The next step is our pilot plant in Delfzijl. This reference plant which will process 130,000 tons of dry woodchips, and can be expanded to 350,000 tons of dry biomass’, says Gruter. ‘There is an important chemical cluster there, with knowledge on using hydrochloric acid as well as a power plant which can use our lignin.’ Partners in this plant are chemical company AkzoNobel, power company RWE, Staatsbosbeheer (the Dutch Forestry Commission)

Other new technologies

The second new technology pioneered by Avantium is called the Mekong process, which produces ethylene glycol. Gruter: ‘Conversion of sugar to ethylene glycol now takes four steps, which makes it too costly. Our Mekong technology reduces this to one step.’ Development of this project is about one year behind the biorefinery. ‘Of course, the feedstock for Mekong is glucose – a product of our biorefinery!’
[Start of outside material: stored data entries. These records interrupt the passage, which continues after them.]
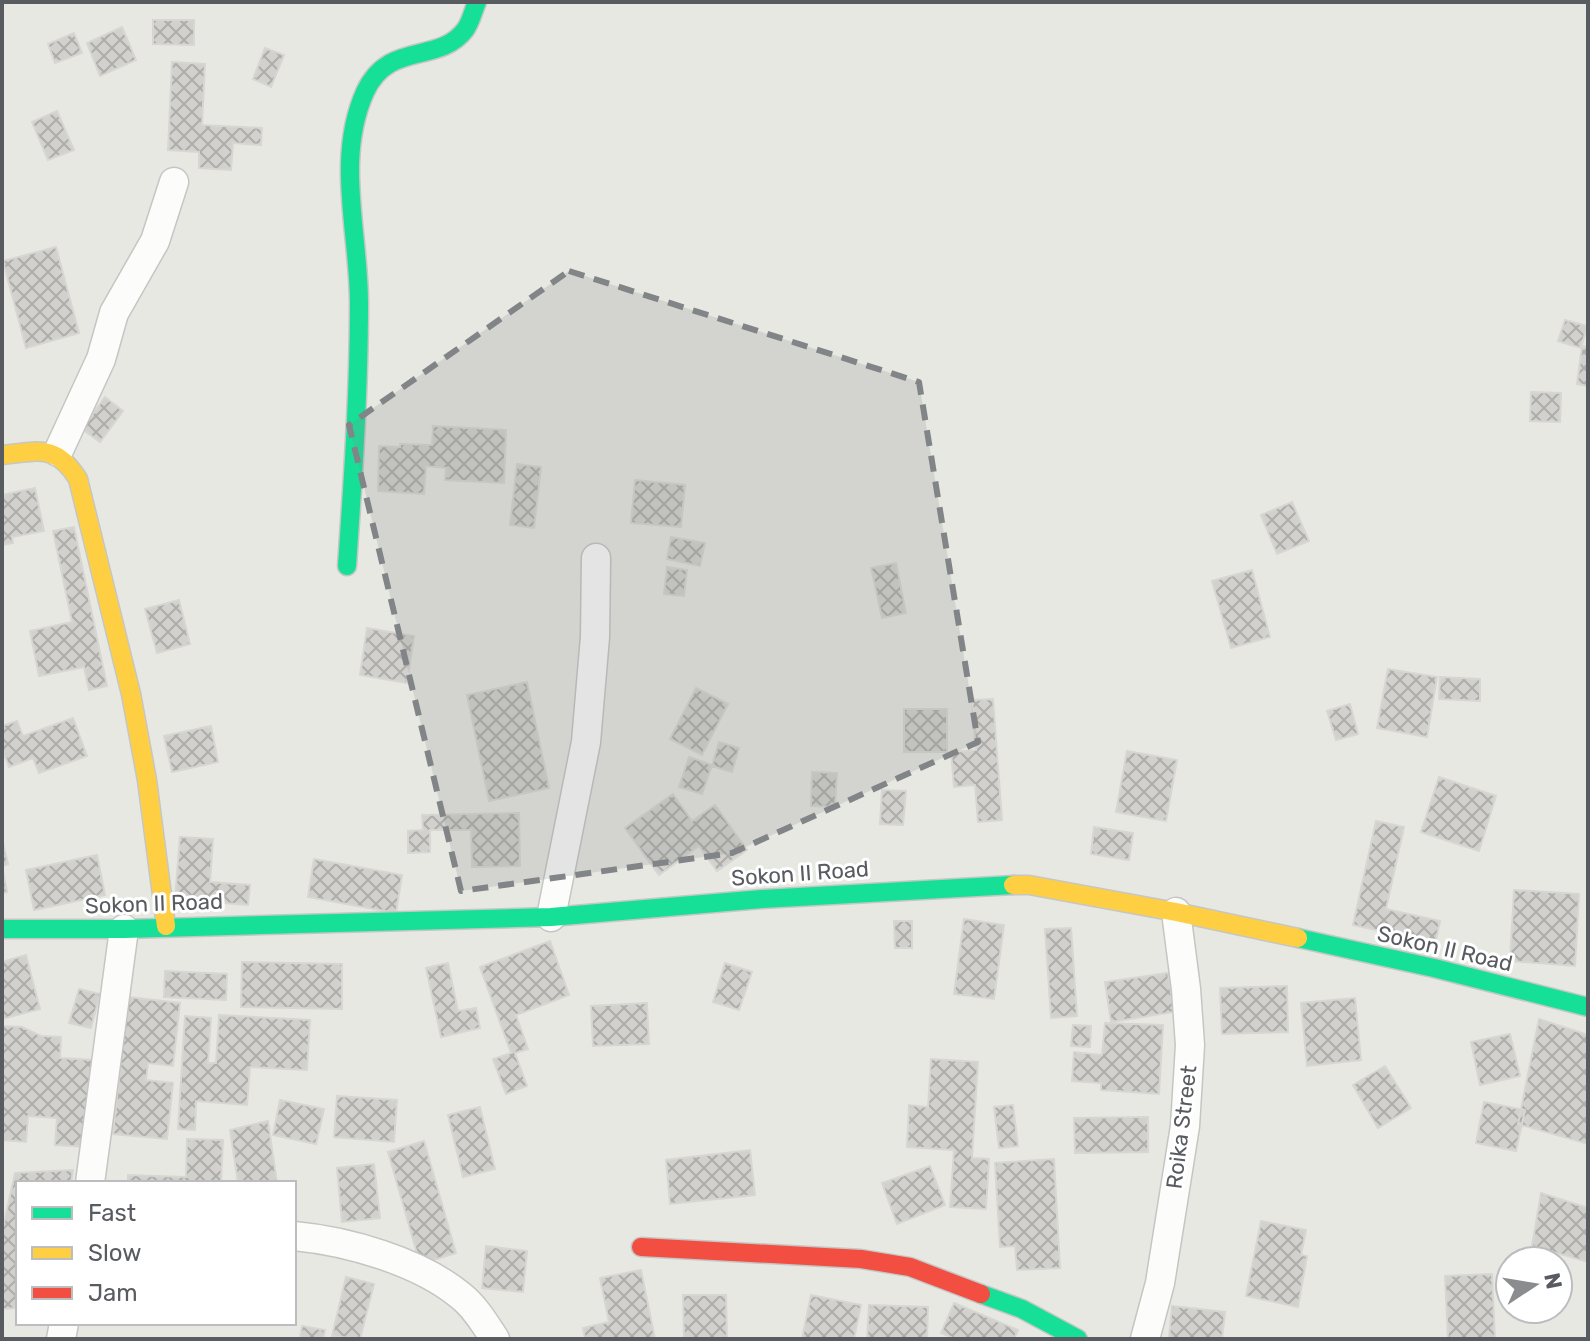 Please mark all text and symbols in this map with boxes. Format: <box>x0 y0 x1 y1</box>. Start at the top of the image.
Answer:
street label: Sokon II Road <box>730 855 870 892</box>
street label: Sokon II Road <box>85 888 223 919</box>
street label: Sokon II Road <box>1375 920 1515 977</box>
street label: Roika Street <box>1161 1063 1203 1190</box>
legend <box>16 1181 296 1325</box>
text: Fast <box>88 1199 136 1227</box>
text: Slow <box>88 1239 141 1267</box>
north arrow <box>1494 1245 1574 1325</box>
text: N <box>1538 1270 1568 1291</box>
text: Jam <box>88 1279 138 1307</box> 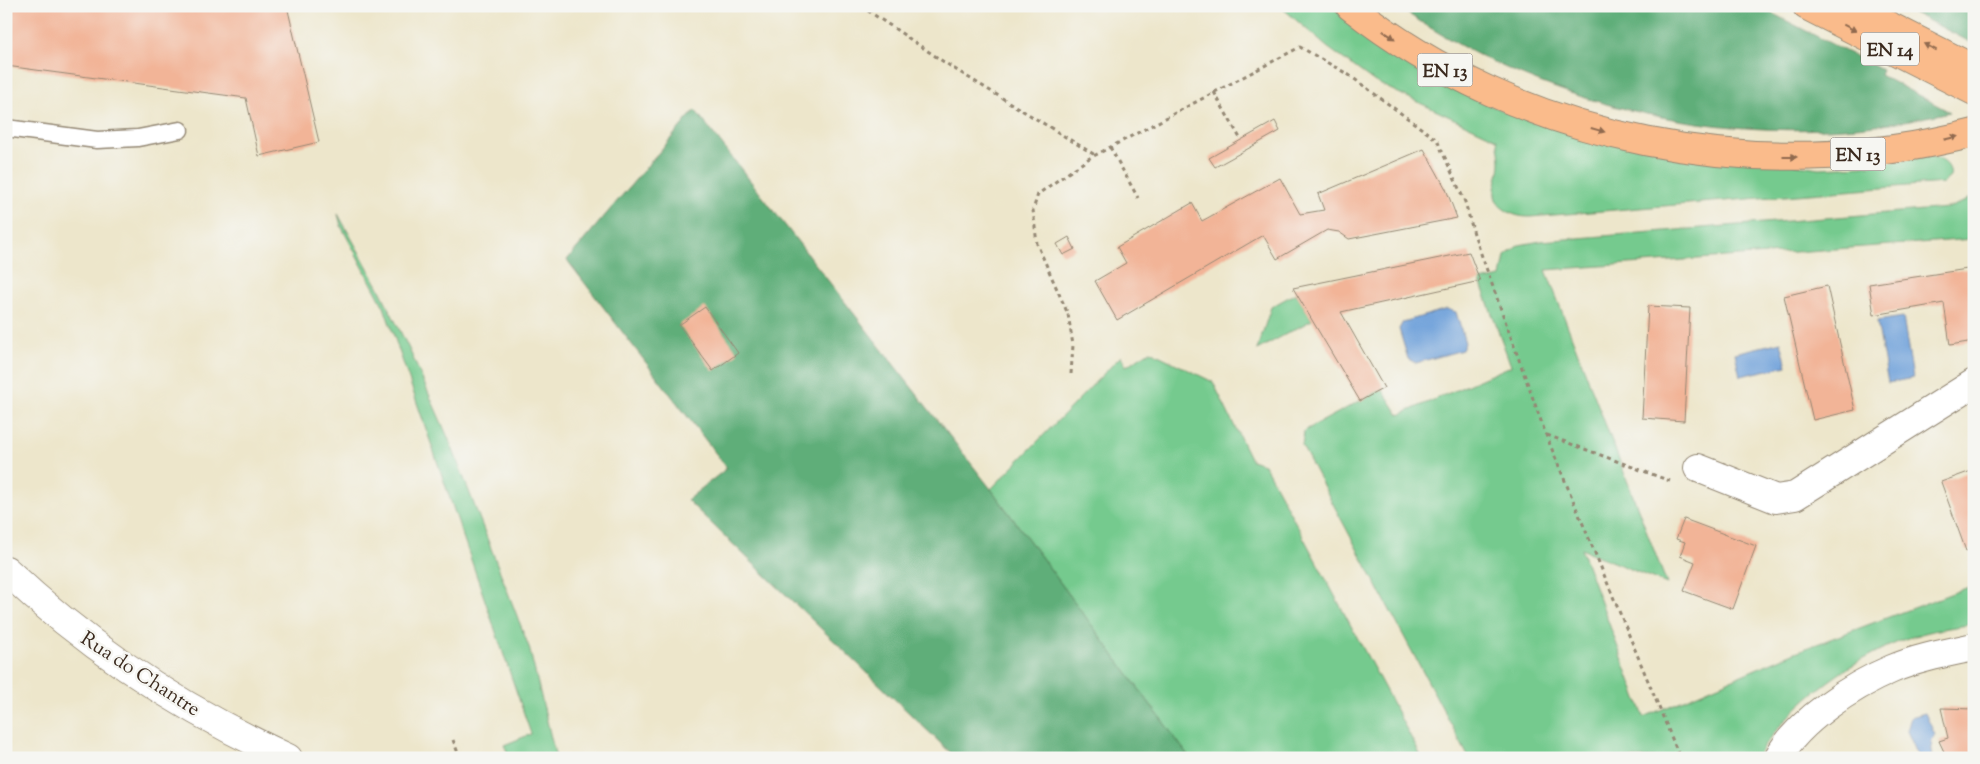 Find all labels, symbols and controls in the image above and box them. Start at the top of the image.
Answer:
one-way arrow [1843,24,1857,32]
one-way arrow [1383,30,1396,40]
road number: EN 14 [1861,33,1919,66]
one-way arrow [1923,43,1938,51]
road number: EN 13 [1418,54,1472,86]
one-way arrow [1590,126,1605,134]
one-way arrow [1943,134,1958,142]
road number: EN 13 [1830,138,1886,170]
one-way arrow [1782,153,1798,161]
street label: Rua do Chantre [74,626,205,725] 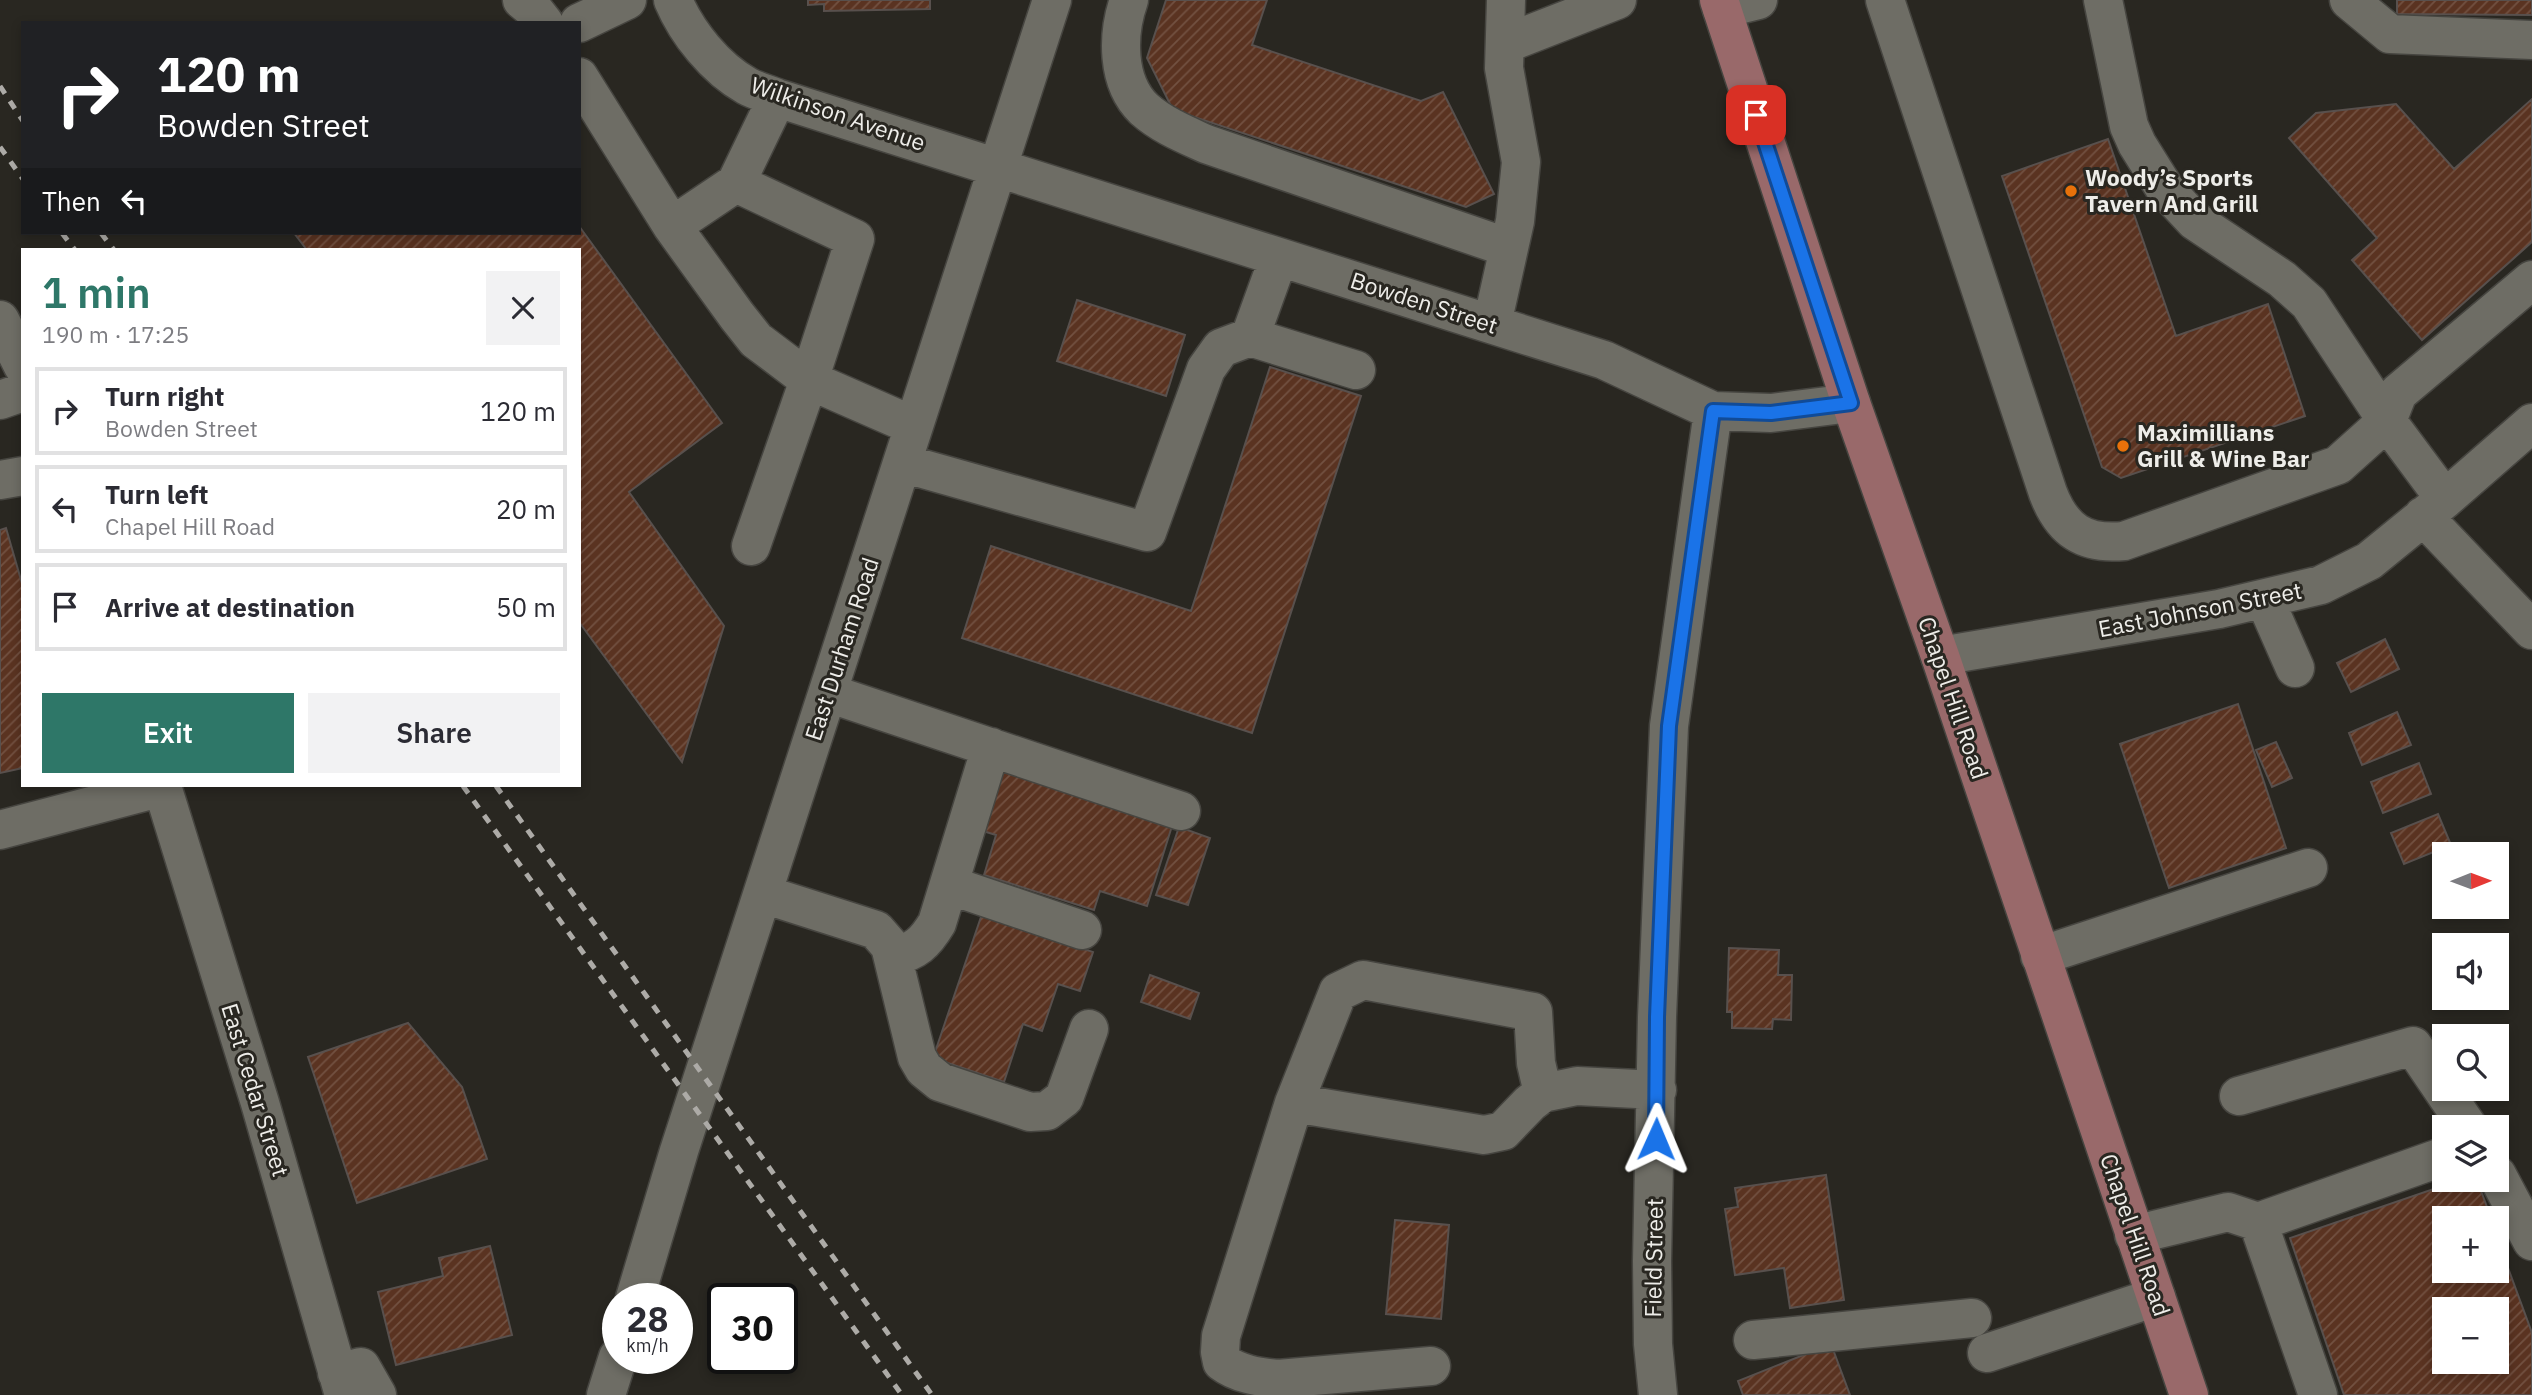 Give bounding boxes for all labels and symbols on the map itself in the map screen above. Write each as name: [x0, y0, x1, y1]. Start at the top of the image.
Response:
street label: Wilkinson Avenue: [747, 69, 930, 157]
pin: [1726, 85, 1786, 145]
place label: Woody’s Sports Tavern And Grill: [2085, 162, 2258, 218]
marker: Woody’s Sports Tavern And Grill: [2063, 183, 2079, 199]
street label: Bowden Street: [1347, 264, 1502, 340]
place label: Maximillians Grill & Wine Bar: [2137, 417, 2309, 473]
marker: Maximillians Grill & Wine Bar: [2115, 438, 2131, 454]
street label: East Durham Road: [797, 553, 885, 744]
street label: East Johnson Street: [2096, 575, 2304, 643]
street label: Chapel Hill Road: [1912, 612, 1996, 783]
north arrow: [2432, 842, 2510, 919]
street label: East Cedar Street: [215, 999, 297, 1180]
position arrow: [1619, 1102, 1693, 1176]
street label: Chapel Hill Road: [2094, 1149, 2178, 1320]
street label: Field Street: [1637, 1198, 1669, 1318]
speed limit sign: 30: [707, 1283, 798, 1374] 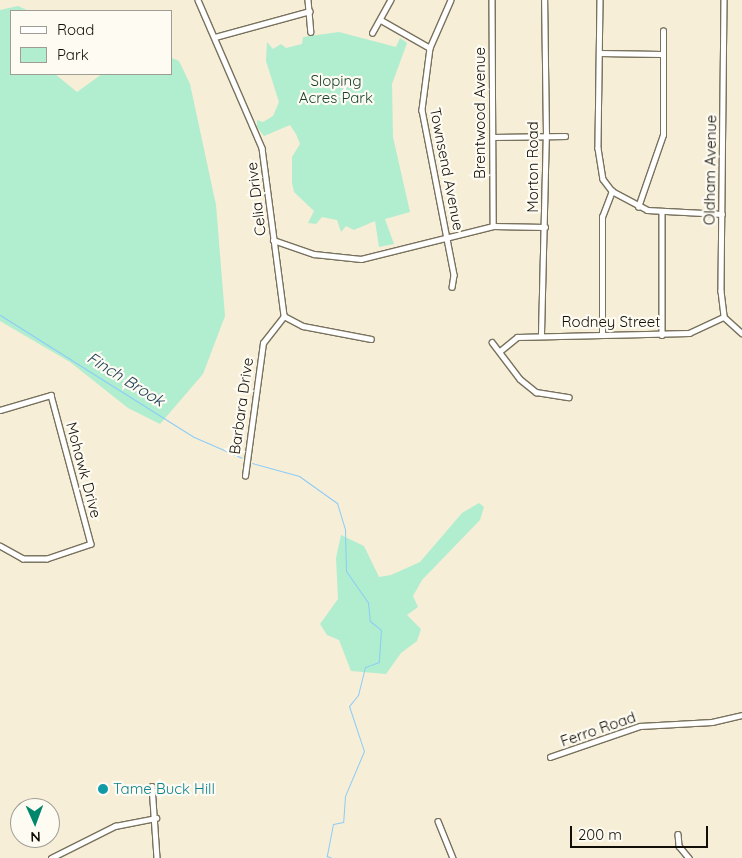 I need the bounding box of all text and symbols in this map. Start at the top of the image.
legend [10,10,172,75]
text: Road [57,20,94,39]
text: Park [57,45,89,64]
street label: Brentwood Avenue [471,47,489,179]
park label: Sloping Acres Park [299,71,373,106]
street label: Townsend Avenue [426,106,468,232]
street label: Oldham Avenue [700,115,720,225]
street label: Morton Road [524,121,542,213]
street label: Celia Drive [243,161,269,237]
street label: Rodney Street [562,313,660,331]
water label: Finch Brook [84,348,168,410]
street label: Barbara Drive [225,356,257,456]
street label: Mohawk Drive [63,420,105,520]
street label: Ferro Road [558,708,638,750]
place label: Tame Buck Hill [113,780,215,798]
marker: Tame Buck Hill [97,783,109,795]
north arrow [10,798,60,848]
scale bar [572,816,710,848]
text: 200 m [578,825,622,844]
text: N [30,828,41,846]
The third technology, electrochemical conversion of carbon dioxide, was acquired when Avantium bought the US company Liquid Light, a spin-out from Princeton University. ‘We have transferred their equipment and part of the staff to a facility at the Amsterdam Science Park and merged it with our own group working on electrochemical catalysis.’ The concept that is now being developed should produce an electrochemical cell which can convert carbon dioxide into formic acid and then oxalic acid, a di-acid that Avantium is investigating for polymer production.

As Avantium is not a production company, they are always on the lookout for partners to bring their technology to the market. With Chemport Europe partners we have a strong business case. Also, the port of Delfzijl and the overland connection to Germany helps us with imports and exports. But we are developing business cases for ten different sites, all over the world, where a biorefinery can be commercially viable.’

The same goes for the Mekong process and the electrochemical cells. ‘Our vision is to roll out our new, sustainable technology to produce 100 percent biobased and sustainable building blocks for polymers all over the world.’ The first step to a larger scale could very well be again supported by Chemport Europe.